▸ TASK INSTRUCTIONS: For the word "Renton", copy every line of the material that includes it.

===== SUPPLIED RECORDS =====

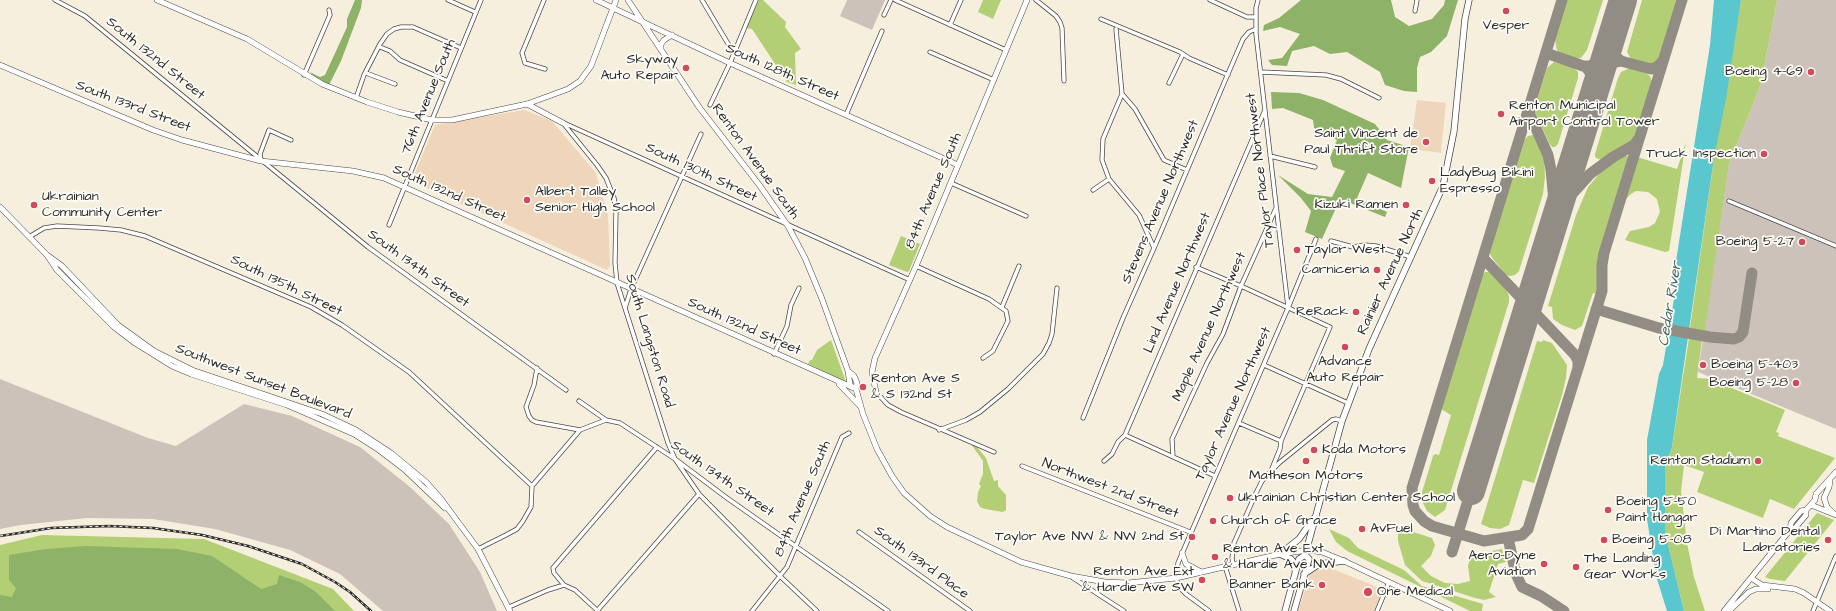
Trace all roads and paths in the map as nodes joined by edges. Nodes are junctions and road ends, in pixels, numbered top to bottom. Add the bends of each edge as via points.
1 (55, 0) edge
2 (157, 0) edge
3 (448, 0) edge
4 (480, 0) edge
5 (544, 0) edge
6 (596, 0) edge
7 (616, 0) edge
8 (628, 0) edge
9 (702, 0) edge
10 (756, 0) edge
11 (891, 0) edge
12 (895, 0) edge
13 (961, 0) edge
14 (1027, 0) edge
15 (1036, 0) edge
16 (1210, 0) edge
17 (1258, 0) edge
18 (1417, 0) edge
19 (1469, 0) edge
20 (614, 8) junction
21 (329, 10) dead end
22 (1415, 11) dead end
23 (475, 12) junction
24 (884, 15) dead end
25 (1255, 17) junction
26 (1101, 19) dead end
27 (641, 20) junction
28 (950, 25) junction
29 (1116, 29) dead end
30 (1256, 29) junction
31 (882, 31) dead end
32 (672, 35) junction
33 (380, 47) junction
34 (461, 48) junction
35 (661, 50) junction
36 (1006, 50) junction
37 (733, 52) junction
38 (930, 52) dead end
39 (1183, 54) junction
40 (730, 63) junction
41 (0, 65) edge
42 (545, 69) dead end
43 (1261, 72) junction
44 (366, 73) junction
45 (304, 75) junction
46 (1228, 75) junction
47 (994, 80) junction
48 (448, 81) junction
49 (1064, 81) dead end
50 (1169, 83) dead end
51 (395, 84) dead end
52 (1122, 94) junction
53 (356, 98) junction
54 (1379, 98) dead end
55 (527, 104) junction
56 (710, 105) dead end
57 (1264, 110) junction
58 (846, 115) junction
59 (432, 120) junction
60 (563, 123) junction
61 (701, 134) dead end
62 (291, 140) dead end
63 (1270, 156) junction
64 (261, 161) junction
65 (958, 165) junction
66 (1316, 167) dead end
67 (1187, 170) junction
68 (682, 178) junction
69 (1109, 179) junction
70 (951, 183) junction
71 (405, 187) junction
72 (1093, 190) dead end
73 (1729, 201) dead end
74 (0, 207) edge
75 (1276, 207) junction
76 (1026, 216) dead end
77 (390, 225) dead end
78 (788, 226) junction
79 (29, 237) junction
80 (1316, 239) dead end
81 (1331, 240) dead end
82 (1836, 246) edge
83 (1154, 248) junction
84 (1411, 257) junction
85 (916, 266) junction
86 (1020, 266) dead end
87 (1196, 268) junction
88 (910, 280) junction
89 (617, 283) junction
90 (1241, 286) junction
91 (799, 288) dead end
92 (1056, 288) dead end
93 (631, 289) junction
94 (1002, 306) junction
95 (1288, 308) junction
96 (625, 309) junction
97 (774, 354) junction
98 (983, 358) dead end
99 (1264, 365) junction
100 (536, 368) junction
101 (837, 382) junction
102 (1306, 384) junction
103 (856, 389) junction
104 (566, 390) dead end
105 (876, 392) joint
106 (578, 400) dead end
107 (1348, 404) junction
108 (861, 408) junction
109 (1083, 418) dead end
110 (606, 420) junction
111 (1342, 421) junction
112 (1239, 423) junction
113 (580, 430) junction
114 (940, 430) junction
115 (849, 433) dead end
116 (1125, 435) junction
117 (1281, 441) junction
118 (657, 447) junction
119 (994, 452) dead end
120 (1173, 457) junction
121 (675, 459) junction
122 (1104, 461) dead end
123 (1022, 466) dead end
124 (1271, 471) junction
125 (1836, 472) edge
126 (1215, 476) junction
127 (1830, 481) junction
128 (532, 486) junction
129 (1829, 487) junction
130 (699, 494) junction
131 (1815, 500) junction
132 (1811, 505) junction
133 (1834, 514) edge
134 (1316, 516) junction
135 (860, 532) dead end
136 (1190, 532) junction
137 (796, 545) junction
138 (478, 549) junction
139 (1306, 552) junction
140 (1182, 553) junction
141 (1280, 554) junction
142 (1836, 556) edge
143 (1344, 561) junction
144 (1233, 564) junction
145 (1225, 566) junction
146 (1201, 572) junction
147 (1296, 572) junction
148 (1304, 574) junction
149 (1071, 576) junction
150 (781, 577) junction
151 (1176, 578) junction
152 (1751, 578) junction
153 (1389, 582) junction
154 (564, 585) junction
155 (1783, 588) junction
156 (1817, 601) junction
157 (510, 609) edge
158 (598, 611) edge
159 (752, 611) edge
160 (817, 611) edge
161 (888, 611) edge
162 (970, 611) edge
163 (1124, 611) edge
164 (1209, 611) edge
165 (1240, 611) edge
166 (1285, 611) edge
167 (1294, 611) edge
168 (1377, 611) edge
169 (1450, 611) edge
170 (1724, 611) edge
171 (1729, 611) edge
172 (1813, 611) edge
173 (1830, 611) edge

1 - 64 street, South 132nd Street via 85,16
2 - 45 street via 247,39
3 - 23 street
4 - 23 street, 76th Avenue South
5 - 42 street via 522,53 525,63
6 - 20 street, South 128th Street
7 - 20 street
8 - 27 street, Renton Avenue South
9 - 37 street
10 - 37 street
11 - 24 street
12 - 28 street
13 - 28 street
14 - 36 street, 84th Avenue South
15 - 49 street via 1060,22
16 - 25 street via 1247,17
17 - 25 street
18 - 22 street
19 - 84 main road, Rainier Avenue North via 1448,169 1440,195
20 - 27 street, South 128th Street
20 - 55 street via 591,66 580,81 568,89
21 - 45 street via 330,15
23 - 34 street, 76th Avenue South
25 - 30 street
26 - 39 street
27 - 32 street, South 128th Street
27 - 35 street, Renton Avenue South
28 - 36 street
29 - 52 street
30 - 43 street, Taylor Place Northwest
30 - 46 street, Stevens Avenue Northwest via 1246,35
31 - 58 street
32 - 35 street via 661,44
32 - 40 street, South 128th Street
33 - 34 street via 387,34 401,26 417,28
33 - 44 street
33 - 48 street via 390,51 400,60
34 - 48 street, 76th Avenue South
35 - 78 street, Renton Avenue South via 699,107
36 - 47 street, 84th Avenue South
37 - 40 street
38 - 47 street
39 - 46 street
39 - 50 street
40 - 56 street
40 - 58 street, South 128th Street
41 - 64 street, South 133rd Street via 153,130
43 - 54 street via 1326,75 1341,79
43 - 57 street, Taylor Place Northwest
44 - 51 street
44 - 53 street
45 - 53 street
46 - 67 street, Stevens Avenue Northwest
47 - 65 street, 84th Avenue South
48 - 59 street, 76th Avenue South
52 - 67 street via 1135,109 1164,160
52 - 69 street via 1102,145 1102,160
53 - 59 street
55 - 59 street via 452,120
55 - 60 street, South 130th Street
57 - 63 street, Taylor Place Northwest
57 - 87 street, Lind Avenue Northwest
58 - 65 street, South 128th Street
59 - 71 street, 76th Avenue South
60 - 68 street, South 130th Street
60 - 89 street, South Langston Road via 606,178 614,198
61 - 68 street
62 - 64 street via 269,130 260,154
63 - 66 street
63 - 75 street, Taylor Place Northwest
64 - 71 street, South 132nd Street via 372,175
64 - 100 street, South 134th Street via 368,247
65 - 70 street, 84th Avenue South
67 - 83 street, Stevens Avenue Northwest
68 - 78 street, South 130th Street
68 - 93 street
69 - 72 street
69 - 83 street via 1139,215
70 - 76 street
70 - 85 street, 84th Avenue South
71 - 77 street, 76th Avenue South
71 - 89 street, South 132nd Street
73 - 82 street
74 - 79 street, Southwest Sunset Boulevard
75 - 90 street, Maple Avenue Northwest
75 - 95 street, Taylor Place Northwest
78 - 88 street, South 130th Street
78 - 103 street, Renton Avenue South via 822,299 848,371 850,385
79 - 128 street, South 135th Street via 44,228 57,226 99,228 139,234 168,244 311,307 378,349 409,372
79 - 138 street, Southwest Sunset Boulevard via 62,266 118,325 154,351 192,370 322,414 356,430 391,453 441,499
80 - 95 street, Taylor Avenue Northwest
81 - 84 street via 1353,247 1376,246
83 - 109 street, Stevens Avenue Northwest
84 - 107 main road, Rainier Avenue North via 1372,341
85 - 88 street, 84th Avenue South
85 - 94 street
86 - 94 street
87 - 90 street
87 - 116 street, Lind Avenue Northwest
88 - 105 street, 84th Avenue South via 873,364 872,379
89 - 93 street, South 132nd Street
89 - 96 street, South Langston Road
90 - 95 street
90 - 120 street, Maple Avenue Northwest via 1223,334 1172,438
91 - 97 street via 791,305 787,326
92 - 114 street via 1052,334 1043,354 1008,390 980,412
93 - 96 street
93 - 97 street, South 132nd Street
94 - 98 street via 1008,315 1008,321 993,351
95 - 99 street, Taylor Avenue Northwest
95 - 102 street via 1330,327
96 - 121 street, South Langston Road
97 - 101 street, South 132nd Street
99 - 102 street
99 - 112 street, Taylor Avenue Northwest
100 - 104 street, South 134th Street
100 - 113 street via 534,385 526,407 529,416 536,422
101 - 103 street, South 132nd Street
101 - 108 street
102 - 107 street
102 - 117 street
103 - 108 street, Renton Avenue South
105 - 114 street via 888,405
106 - 110 street, South 134th Street
107 - 111 main road, Rainier Avenue North
108 - 149 street, Renton Avenue South via 892,476 904,493 930,516 968,538 1021,562
110 - 113 street
110 - 118 street, South 134th Street via 620,423
111 - 124 street via 1336,418 1332,420
111 - 134 main road, Rainier Avenue North
112 - 117 street
112 - 126 street, Taylor Avenue Northwest
113 - 128 street
114 - 119 street
115 - 137 street, 84th Avenue South via 842,437
116 - 120 street
116 - 122 street, Lind Avenue Northwest
117 - 124 street
118 - 121 street, South 134th Street
118 - 154 street via 555,564 552,571
120 - 126 street
121 - 130 street
121 - 137 street, South 134th Street
123 - 136 street, Northwest 2nd Street
124 - 144 street via 1256,493 1234,544
125 - 127 street
126 - 136 street, Taylor Avenue Northwest
127 - 129 street
127 - 131 street via 1816,494
128 - 138 street via 531,507 523,521 506,536
129 - 131 street via 1821,498
129 - 133 street via 1824,498 1827,507
130 - 150 street
130 - 158 street
131 - 132 street
132 - 133 street
132 - 152 street via 1801,511 1791,524 1790,530
134 - 139 main road, Rainier Avenue North
134 - 141 main road via 1299,538
135 - 162 street, South 133rd Place
136 - 140 street, Taylor Avenue Northwest
137 - 150 street, 84th Avenue South
137 - 161 street, South 134th Street
138 - 157 street, Southwest Sunset Boulevard
139 - 141 street, Renton Avenue South
139 - 143 street via 1322,552
139 - 147 main road via 1299,559
139 - 148 main road via 1309,559
140 - 146 street via 1186,564
140 - 151 street, Taylor Avenue Northwest via 1176,569
141 - 144 street, Renton Avenue South
141 - 147 main road via 1293,561
142 - 156 street
143 - 148 main road via 1319,564
143 - 153 street
144 - 145 street, Renton Avenue South
145 - 146 street, Renton Avenue South
145 - 165 street
146 - 151 street, Renton Avenue South
147 - 166 main road
148 - 167 main road
149 - 151 street, Renton Avenue South via 1128,583
149 - 163 street
150 - 159 street, 84th Avenue South
150 - 160 street
151 - 164 street via 1186,594
152 - 155 street via 1762,585
152 - 170 street
153 - 168 street
153 - 169 street
154 - 157 street
154 - 158 street via 575,590
155 - 156 street via 1795,589
155 - 171 street via 1756,589 1749,592
156 - 172 street
156 - 173 street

=====

▸ TASK SOLUTION:
8 - 27 street, Renton Avenue South
27 - 35 street, Renton Avenue South
35 - 78 street, Renton Avenue South via 699,107
78 - 103 street, Renton Avenue South via 822,299 848,371 850,385
103 - 108 street, Renton Avenue South
108 - 149 street, Renton Avenue South via 892,476 904,493 930,516 968,538 1021,562
139 - 141 street, Renton Avenue South
141 - 144 street, Renton Avenue South
144 - 145 street, Renton Avenue South
145 - 146 street, Renton Avenue South
146 - 151 street, Renton Avenue South
149 - 151 street, Renton Avenue South via 1128,583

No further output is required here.